About this exercise:
Each line below that includes "green" counts once; report the total and nothing more.

Task material below:

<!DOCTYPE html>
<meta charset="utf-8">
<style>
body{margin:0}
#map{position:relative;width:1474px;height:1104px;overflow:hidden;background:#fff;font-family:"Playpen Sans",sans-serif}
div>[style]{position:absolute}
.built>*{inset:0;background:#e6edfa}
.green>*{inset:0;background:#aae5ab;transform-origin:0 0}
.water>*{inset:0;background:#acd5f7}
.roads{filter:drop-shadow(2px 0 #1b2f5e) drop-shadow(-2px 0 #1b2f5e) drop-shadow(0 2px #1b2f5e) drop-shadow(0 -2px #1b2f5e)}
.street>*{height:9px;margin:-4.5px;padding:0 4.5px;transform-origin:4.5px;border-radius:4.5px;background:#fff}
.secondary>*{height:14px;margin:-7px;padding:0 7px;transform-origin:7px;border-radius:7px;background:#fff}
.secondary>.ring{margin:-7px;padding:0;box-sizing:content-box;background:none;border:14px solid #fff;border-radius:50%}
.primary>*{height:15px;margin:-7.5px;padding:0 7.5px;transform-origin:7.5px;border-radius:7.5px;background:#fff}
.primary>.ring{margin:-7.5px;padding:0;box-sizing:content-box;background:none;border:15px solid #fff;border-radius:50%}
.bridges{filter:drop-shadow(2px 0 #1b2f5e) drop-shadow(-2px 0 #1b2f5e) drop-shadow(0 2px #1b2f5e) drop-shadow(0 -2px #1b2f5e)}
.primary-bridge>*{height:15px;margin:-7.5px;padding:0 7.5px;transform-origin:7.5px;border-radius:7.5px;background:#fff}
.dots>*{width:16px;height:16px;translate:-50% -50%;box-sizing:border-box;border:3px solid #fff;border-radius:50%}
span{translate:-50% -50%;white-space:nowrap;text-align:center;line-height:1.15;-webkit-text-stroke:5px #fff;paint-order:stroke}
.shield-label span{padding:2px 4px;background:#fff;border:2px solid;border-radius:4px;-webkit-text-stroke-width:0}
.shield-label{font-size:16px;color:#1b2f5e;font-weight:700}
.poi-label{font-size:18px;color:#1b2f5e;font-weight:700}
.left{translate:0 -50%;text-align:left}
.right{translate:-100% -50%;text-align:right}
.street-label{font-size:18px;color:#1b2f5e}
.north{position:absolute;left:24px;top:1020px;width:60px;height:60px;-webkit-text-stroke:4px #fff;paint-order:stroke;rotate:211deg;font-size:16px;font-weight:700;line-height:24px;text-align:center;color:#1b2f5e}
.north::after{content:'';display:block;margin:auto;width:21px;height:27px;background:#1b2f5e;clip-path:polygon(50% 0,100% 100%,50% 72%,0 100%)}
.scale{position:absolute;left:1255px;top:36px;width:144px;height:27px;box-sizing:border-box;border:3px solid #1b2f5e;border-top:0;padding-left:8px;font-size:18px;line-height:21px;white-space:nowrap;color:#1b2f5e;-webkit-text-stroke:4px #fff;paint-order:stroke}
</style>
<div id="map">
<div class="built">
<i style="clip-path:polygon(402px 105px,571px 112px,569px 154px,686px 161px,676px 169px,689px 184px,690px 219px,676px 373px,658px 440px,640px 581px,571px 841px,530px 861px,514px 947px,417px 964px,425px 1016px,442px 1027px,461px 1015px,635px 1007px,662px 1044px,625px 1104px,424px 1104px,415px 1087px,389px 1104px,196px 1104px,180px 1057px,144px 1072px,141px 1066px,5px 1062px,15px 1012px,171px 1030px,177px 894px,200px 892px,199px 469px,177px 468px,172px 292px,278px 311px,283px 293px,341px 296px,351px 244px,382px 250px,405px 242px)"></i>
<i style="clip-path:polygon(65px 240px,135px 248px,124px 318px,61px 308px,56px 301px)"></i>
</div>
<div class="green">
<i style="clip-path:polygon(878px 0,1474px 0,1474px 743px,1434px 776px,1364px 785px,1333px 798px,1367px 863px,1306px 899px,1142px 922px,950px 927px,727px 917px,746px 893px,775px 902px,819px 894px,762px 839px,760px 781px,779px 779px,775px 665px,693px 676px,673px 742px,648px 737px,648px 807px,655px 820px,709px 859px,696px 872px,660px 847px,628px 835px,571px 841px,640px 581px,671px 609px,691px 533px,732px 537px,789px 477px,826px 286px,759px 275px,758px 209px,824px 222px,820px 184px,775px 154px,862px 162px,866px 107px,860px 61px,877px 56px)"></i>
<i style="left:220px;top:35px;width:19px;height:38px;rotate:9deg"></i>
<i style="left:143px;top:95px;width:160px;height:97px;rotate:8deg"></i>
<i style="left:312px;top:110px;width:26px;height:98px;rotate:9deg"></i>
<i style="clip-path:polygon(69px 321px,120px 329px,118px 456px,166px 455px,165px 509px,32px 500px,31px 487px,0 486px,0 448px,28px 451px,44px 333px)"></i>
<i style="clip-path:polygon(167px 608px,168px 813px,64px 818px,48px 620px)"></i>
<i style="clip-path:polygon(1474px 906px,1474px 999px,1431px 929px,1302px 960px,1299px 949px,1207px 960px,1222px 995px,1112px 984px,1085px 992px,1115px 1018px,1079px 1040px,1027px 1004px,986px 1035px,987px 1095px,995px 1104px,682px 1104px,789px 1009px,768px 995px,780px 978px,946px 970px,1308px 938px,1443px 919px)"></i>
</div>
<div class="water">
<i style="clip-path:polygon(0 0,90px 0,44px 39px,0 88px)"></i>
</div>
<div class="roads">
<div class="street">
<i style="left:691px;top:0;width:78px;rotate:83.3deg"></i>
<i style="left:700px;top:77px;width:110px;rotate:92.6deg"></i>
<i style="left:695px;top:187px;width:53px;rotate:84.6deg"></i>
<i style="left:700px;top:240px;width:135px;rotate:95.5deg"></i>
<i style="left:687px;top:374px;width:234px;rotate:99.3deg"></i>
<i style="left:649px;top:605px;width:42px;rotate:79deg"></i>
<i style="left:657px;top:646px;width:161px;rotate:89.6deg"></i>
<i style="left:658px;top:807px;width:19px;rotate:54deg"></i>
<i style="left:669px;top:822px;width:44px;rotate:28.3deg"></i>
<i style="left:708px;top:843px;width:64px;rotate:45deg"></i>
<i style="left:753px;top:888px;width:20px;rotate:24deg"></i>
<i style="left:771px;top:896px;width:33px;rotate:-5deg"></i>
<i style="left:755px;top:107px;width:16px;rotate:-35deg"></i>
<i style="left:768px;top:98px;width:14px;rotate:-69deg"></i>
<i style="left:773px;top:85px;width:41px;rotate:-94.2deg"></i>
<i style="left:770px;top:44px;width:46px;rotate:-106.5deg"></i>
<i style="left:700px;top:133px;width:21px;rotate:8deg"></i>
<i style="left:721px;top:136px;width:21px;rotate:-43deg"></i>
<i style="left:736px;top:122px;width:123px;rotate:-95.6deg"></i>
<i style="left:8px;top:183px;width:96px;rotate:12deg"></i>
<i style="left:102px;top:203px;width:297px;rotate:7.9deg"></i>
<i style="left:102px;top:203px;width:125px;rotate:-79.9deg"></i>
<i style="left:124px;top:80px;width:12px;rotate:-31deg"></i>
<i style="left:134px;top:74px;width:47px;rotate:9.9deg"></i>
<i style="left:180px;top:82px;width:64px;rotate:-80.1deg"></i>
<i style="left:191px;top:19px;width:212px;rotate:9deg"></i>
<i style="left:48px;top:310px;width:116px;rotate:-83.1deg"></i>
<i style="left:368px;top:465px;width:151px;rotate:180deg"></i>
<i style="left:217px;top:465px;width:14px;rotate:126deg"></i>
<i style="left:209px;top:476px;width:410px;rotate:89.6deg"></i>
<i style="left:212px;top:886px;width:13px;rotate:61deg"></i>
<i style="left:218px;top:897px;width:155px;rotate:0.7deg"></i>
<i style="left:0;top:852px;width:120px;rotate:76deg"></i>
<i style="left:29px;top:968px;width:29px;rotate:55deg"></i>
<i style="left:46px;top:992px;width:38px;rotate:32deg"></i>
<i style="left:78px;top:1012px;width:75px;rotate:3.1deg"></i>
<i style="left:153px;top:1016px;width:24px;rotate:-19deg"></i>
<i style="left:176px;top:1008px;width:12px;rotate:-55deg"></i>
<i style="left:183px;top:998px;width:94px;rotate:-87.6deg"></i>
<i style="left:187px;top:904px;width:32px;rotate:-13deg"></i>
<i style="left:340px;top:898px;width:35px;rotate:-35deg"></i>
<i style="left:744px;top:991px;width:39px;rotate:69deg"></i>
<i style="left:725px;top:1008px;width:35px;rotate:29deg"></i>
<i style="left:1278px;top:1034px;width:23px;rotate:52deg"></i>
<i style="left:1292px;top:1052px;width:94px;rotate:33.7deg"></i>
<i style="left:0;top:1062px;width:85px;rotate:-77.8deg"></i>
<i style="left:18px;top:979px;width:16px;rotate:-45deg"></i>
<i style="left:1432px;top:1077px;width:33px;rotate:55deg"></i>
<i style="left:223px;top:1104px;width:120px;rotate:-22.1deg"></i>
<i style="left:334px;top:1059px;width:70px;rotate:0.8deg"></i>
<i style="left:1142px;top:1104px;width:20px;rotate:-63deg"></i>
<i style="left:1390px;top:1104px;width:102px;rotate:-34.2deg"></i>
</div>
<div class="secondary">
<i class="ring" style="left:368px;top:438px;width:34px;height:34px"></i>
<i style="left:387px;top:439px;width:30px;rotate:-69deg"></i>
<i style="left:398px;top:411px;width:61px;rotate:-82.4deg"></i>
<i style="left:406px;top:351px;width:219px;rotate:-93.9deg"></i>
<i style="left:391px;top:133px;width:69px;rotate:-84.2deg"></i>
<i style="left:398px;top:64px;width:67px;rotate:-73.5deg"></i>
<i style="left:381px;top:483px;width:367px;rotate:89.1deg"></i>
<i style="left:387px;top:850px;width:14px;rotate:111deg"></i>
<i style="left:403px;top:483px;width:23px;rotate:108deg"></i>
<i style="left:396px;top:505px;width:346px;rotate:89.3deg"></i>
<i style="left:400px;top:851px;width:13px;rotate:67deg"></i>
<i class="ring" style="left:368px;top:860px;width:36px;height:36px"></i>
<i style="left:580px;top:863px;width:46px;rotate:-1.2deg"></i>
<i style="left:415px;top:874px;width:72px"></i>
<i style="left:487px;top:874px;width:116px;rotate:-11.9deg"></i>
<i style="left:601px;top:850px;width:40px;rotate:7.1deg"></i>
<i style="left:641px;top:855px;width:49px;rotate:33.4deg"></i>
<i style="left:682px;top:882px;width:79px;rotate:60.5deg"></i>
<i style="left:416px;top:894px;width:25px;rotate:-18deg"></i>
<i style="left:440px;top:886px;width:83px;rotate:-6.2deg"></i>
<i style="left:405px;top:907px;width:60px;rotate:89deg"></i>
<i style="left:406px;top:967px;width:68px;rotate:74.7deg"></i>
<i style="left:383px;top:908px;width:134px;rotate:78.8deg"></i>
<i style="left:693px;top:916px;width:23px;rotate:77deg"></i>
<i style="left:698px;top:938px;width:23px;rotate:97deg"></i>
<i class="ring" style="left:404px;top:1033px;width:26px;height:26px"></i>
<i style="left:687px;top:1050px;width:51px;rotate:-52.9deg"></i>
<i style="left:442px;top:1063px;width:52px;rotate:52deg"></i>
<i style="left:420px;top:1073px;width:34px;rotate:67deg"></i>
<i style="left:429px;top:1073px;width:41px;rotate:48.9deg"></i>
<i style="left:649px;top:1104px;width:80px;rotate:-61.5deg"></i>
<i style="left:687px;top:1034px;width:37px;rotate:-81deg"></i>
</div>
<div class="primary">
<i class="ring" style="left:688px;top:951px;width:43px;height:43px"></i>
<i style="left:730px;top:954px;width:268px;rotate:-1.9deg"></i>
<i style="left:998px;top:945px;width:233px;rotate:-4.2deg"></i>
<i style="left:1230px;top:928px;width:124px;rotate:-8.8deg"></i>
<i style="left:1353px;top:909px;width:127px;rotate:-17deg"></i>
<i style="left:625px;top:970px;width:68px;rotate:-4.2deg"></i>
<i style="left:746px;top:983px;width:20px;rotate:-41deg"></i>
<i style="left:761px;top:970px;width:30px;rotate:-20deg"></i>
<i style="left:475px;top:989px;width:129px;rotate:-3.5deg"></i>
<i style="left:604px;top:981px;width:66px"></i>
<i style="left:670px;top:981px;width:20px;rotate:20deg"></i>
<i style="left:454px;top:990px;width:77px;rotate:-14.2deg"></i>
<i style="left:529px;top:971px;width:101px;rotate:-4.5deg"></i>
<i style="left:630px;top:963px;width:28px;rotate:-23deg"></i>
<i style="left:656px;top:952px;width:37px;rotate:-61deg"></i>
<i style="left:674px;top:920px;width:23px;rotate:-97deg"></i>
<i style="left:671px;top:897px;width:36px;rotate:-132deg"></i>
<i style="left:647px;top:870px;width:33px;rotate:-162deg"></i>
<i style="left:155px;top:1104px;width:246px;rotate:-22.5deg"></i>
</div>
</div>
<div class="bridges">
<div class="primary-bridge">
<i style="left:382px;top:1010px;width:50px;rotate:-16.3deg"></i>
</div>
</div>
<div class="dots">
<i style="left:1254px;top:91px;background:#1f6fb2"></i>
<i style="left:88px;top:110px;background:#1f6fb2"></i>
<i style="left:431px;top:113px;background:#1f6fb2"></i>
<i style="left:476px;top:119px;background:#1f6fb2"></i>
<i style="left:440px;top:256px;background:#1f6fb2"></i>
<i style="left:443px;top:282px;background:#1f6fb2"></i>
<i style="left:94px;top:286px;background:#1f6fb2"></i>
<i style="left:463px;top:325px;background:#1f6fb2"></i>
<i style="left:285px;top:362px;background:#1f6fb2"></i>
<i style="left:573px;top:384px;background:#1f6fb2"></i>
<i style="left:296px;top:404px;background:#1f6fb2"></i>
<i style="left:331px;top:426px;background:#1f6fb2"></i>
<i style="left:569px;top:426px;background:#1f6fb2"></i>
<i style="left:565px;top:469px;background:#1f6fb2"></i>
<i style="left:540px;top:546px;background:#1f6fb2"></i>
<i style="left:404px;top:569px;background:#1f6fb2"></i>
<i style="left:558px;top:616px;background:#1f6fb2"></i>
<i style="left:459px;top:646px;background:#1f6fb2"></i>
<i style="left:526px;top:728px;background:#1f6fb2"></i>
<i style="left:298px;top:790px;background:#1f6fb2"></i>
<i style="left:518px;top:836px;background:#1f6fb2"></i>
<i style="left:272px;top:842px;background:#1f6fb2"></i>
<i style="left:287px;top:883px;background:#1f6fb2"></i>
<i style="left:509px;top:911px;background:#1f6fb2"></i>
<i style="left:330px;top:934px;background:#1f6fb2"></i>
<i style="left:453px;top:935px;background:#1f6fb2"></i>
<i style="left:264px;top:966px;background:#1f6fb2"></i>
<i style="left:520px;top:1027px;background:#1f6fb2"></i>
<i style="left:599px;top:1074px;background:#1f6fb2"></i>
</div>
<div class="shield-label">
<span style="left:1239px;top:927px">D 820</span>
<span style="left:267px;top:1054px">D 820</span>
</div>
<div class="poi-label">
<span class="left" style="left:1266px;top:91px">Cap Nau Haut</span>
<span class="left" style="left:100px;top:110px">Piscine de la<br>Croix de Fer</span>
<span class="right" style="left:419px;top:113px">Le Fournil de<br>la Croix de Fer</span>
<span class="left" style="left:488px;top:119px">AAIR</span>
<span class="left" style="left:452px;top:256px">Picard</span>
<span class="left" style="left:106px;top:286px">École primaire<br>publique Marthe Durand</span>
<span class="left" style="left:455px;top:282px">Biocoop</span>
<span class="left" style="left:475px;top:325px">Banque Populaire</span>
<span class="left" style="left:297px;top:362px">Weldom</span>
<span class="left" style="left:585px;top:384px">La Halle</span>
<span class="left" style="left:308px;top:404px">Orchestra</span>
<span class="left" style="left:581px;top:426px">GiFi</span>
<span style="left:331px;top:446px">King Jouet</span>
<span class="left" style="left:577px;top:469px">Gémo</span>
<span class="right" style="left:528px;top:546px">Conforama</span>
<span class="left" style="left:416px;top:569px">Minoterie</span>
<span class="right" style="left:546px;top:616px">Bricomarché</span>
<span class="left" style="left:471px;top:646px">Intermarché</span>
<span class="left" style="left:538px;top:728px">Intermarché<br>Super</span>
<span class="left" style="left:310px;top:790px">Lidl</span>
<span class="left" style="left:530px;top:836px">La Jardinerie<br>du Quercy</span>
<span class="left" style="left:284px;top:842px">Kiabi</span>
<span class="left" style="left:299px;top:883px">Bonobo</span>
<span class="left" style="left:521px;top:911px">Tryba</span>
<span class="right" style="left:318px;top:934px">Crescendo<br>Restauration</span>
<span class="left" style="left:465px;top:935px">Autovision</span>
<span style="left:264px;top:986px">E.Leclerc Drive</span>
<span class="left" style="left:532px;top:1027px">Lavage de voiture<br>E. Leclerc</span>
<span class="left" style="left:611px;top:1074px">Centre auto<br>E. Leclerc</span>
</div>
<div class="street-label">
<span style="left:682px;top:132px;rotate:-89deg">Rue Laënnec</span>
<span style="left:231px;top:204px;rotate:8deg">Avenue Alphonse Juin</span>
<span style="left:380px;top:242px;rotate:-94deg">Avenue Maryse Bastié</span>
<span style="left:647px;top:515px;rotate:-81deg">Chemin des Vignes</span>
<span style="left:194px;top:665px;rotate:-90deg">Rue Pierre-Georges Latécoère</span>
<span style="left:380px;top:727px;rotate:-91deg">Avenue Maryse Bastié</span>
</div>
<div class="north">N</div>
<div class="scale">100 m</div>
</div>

End of Task material.

Your response:
2